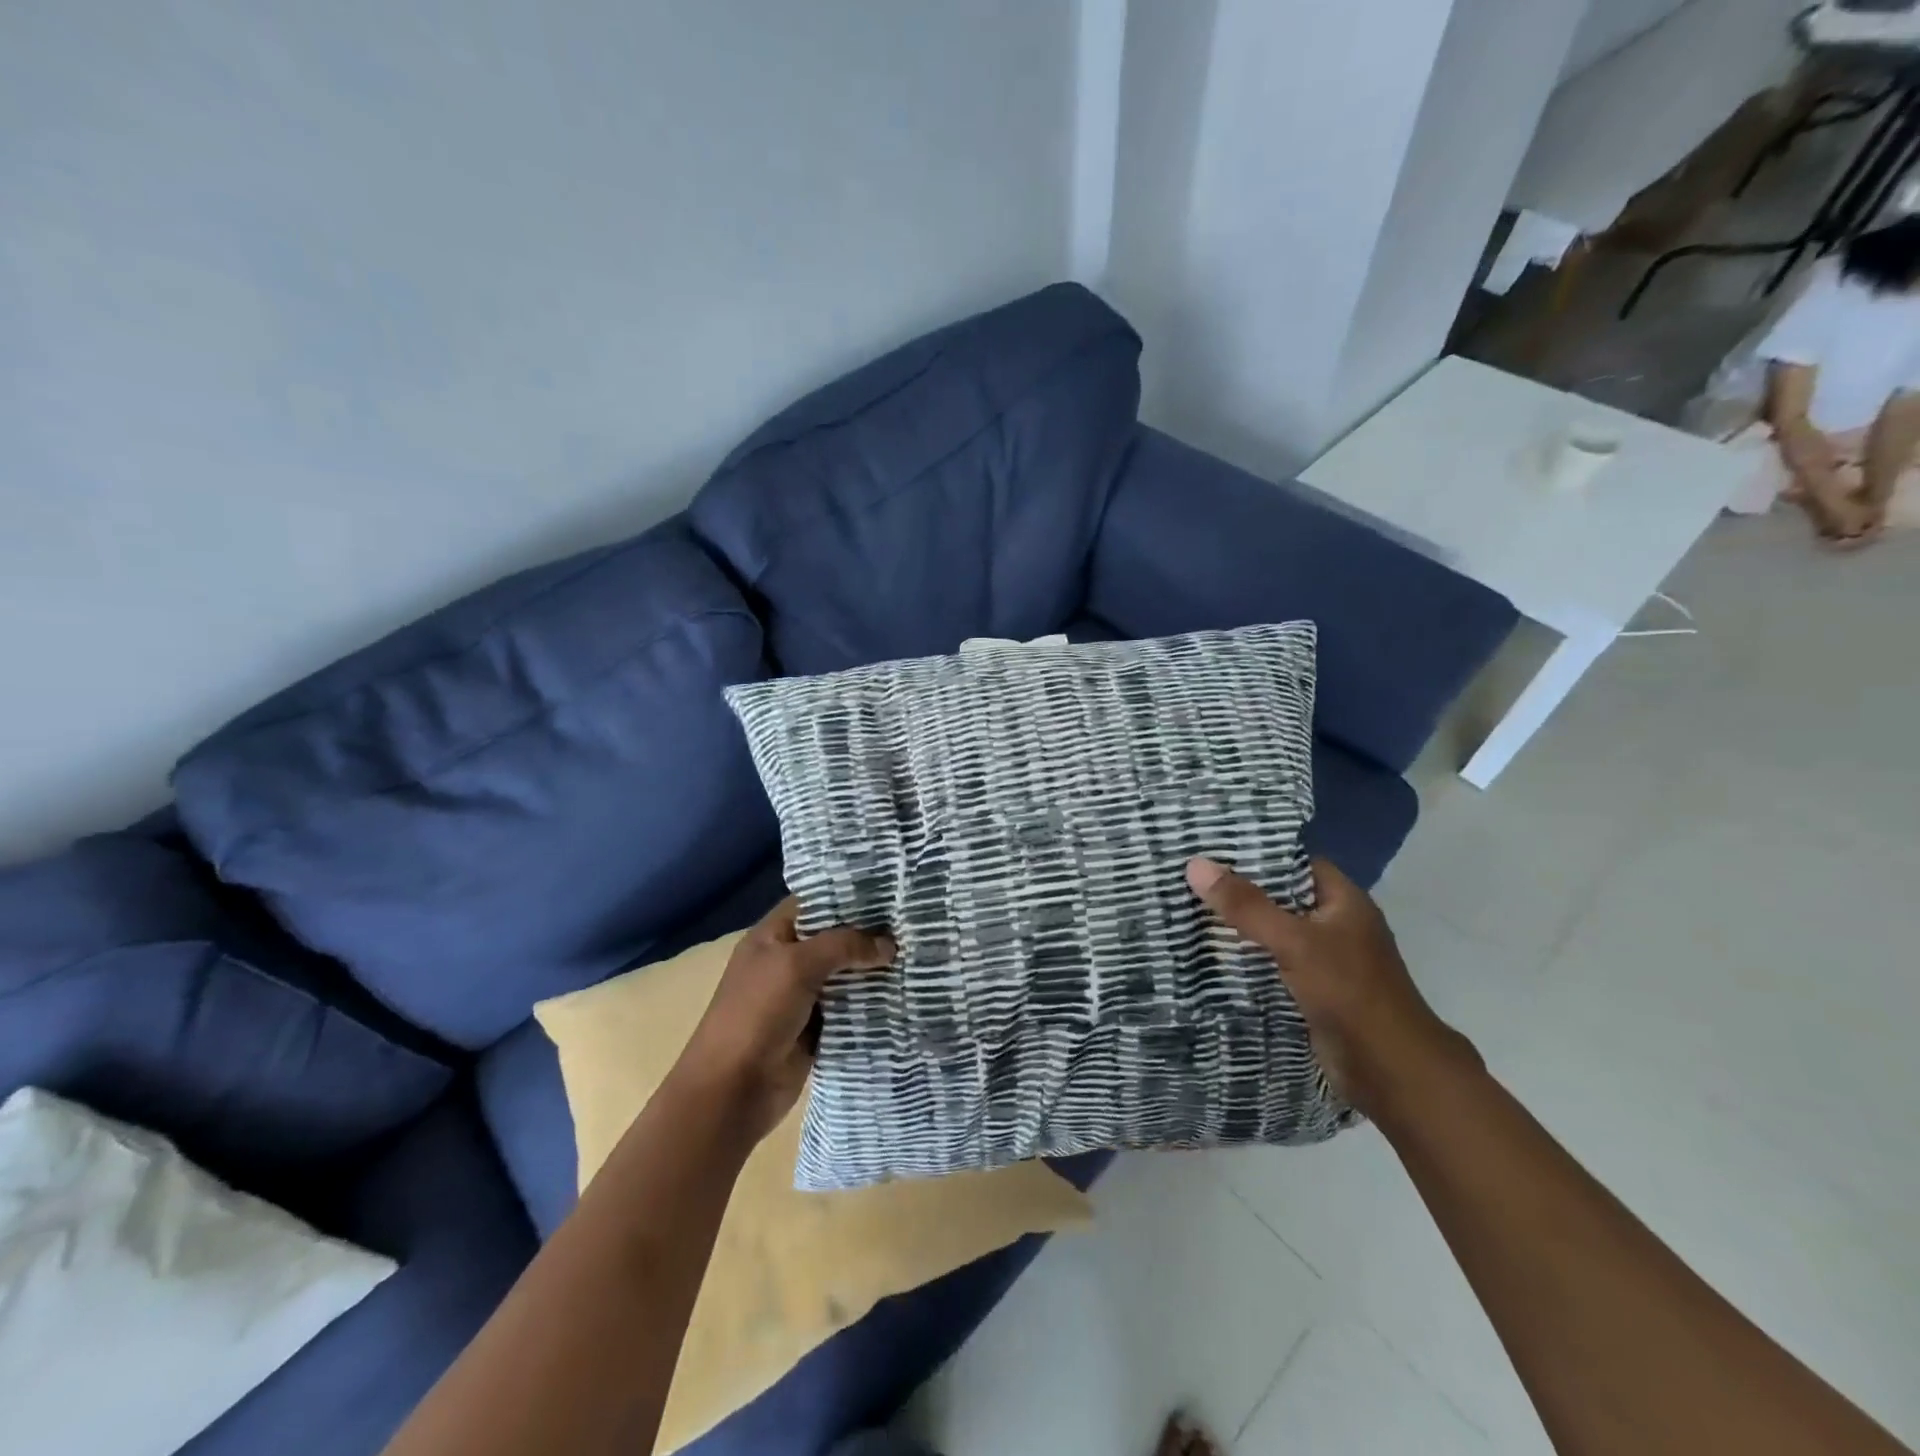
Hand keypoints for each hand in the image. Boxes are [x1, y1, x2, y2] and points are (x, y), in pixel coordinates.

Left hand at [674, 898, 894, 1144]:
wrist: (732, 1091)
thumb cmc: (757, 1015)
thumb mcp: (797, 966)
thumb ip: (844, 945)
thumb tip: (888, 944)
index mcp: (772, 936)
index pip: (815, 902)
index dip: (848, 894)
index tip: (889, 890)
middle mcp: (788, 960)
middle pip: (835, 938)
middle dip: (869, 933)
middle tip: (914, 922)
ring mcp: (803, 995)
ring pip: (846, 973)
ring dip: (874, 968)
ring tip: (918, 953)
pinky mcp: (817, 1028)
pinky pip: (850, 1007)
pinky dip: (871, 1001)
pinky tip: (904, 991)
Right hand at [1186, 856, 1478, 1119]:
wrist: (1390, 1070)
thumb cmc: (1349, 992)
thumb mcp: (1294, 940)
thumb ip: (1246, 905)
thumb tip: (1196, 864)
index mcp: (1344, 901)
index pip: (1296, 862)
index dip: (1257, 852)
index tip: (1212, 847)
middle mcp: (1336, 924)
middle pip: (1281, 896)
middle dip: (1240, 890)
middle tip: (1190, 876)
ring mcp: (1326, 960)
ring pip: (1275, 932)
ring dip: (1240, 926)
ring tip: (1189, 908)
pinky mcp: (1313, 991)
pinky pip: (1274, 963)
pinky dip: (1248, 959)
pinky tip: (1211, 953)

==*==

*Problem statement:*
Copy all the material word for word, minus its pictures.

*Response area:*
Hand keypoints for each hand in the image. Boxes are [x1, y1, x2, y2] and points are (x, y), in pixel coordinates.

Left hand at [674, 898, 894, 1144]:
wrist: (732, 1091)
thumb cmc: (757, 1015)
thumb mcp: (797, 966)
thumb ip: (844, 945)
thumb tip: (888, 944)
index mcp: (772, 936)
index pip: (815, 902)
index dip: (848, 894)
index tip: (889, 890)
middle mcp: (788, 960)
middle pip: (835, 938)
middle dip: (869, 933)
middle tip: (914, 922)
ring mcp: (803, 995)
ring pip: (846, 973)
ring dip: (874, 968)
ring tip: (918, 953)
pinky mcp: (817, 1028)
pinky pip: (850, 1007)
pinky dip: (871, 1001)
pinky tip: (904, 991)
Right hand at [1186, 856, 1478, 1119]:
wrist: (1390, 1070)
thumb cmc: (1349, 992)
thumb mcp: (1294, 940)
thumb ip: (1246, 905)
thumb tip: (1196, 864)
index mcp: (1344, 901)
index pip: (1296, 862)
index dip: (1257, 852)
index tip: (1212, 847)
middle mcp: (1336, 924)
middle pip: (1281, 896)
middle dip: (1240, 890)
middle tip: (1190, 876)
ring mcp: (1326, 960)
ring pip: (1275, 932)
ring dip: (1240, 926)
ring tip: (1189, 908)
pinky mcp: (1313, 991)
pinky pip: (1274, 963)
pinky dip: (1248, 959)
pinky tip: (1211, 953)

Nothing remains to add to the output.